- _Work request_
Examine each line of the listing below. Copy those in which the string "from" appears.
+---+
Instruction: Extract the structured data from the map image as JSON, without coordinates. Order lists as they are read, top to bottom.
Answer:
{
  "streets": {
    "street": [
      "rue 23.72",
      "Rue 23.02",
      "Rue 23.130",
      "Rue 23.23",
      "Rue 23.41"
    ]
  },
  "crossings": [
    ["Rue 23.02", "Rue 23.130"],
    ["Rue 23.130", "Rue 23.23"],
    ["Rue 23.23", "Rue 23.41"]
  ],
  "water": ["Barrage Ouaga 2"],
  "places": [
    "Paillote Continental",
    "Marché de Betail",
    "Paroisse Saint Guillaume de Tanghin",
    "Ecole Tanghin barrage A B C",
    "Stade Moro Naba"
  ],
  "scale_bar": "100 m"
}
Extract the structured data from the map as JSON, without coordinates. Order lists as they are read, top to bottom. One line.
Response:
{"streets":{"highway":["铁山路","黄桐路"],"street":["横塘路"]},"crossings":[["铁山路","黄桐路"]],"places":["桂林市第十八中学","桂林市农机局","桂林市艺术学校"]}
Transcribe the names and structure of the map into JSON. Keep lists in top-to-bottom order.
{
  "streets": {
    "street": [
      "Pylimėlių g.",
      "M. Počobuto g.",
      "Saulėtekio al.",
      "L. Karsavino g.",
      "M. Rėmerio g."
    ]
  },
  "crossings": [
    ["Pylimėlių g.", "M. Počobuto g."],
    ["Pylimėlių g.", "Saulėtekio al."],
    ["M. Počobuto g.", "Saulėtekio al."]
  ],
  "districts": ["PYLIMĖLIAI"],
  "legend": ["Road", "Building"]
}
+---+
- _Written reply_
Instruction: Extract the structured data from the map image as JSON, without coordinates. Order lists as they are read, top to bottom.
Extract the structured data from the map as JSON, without coordinates. Order lists as they are read, top to bottom. One line.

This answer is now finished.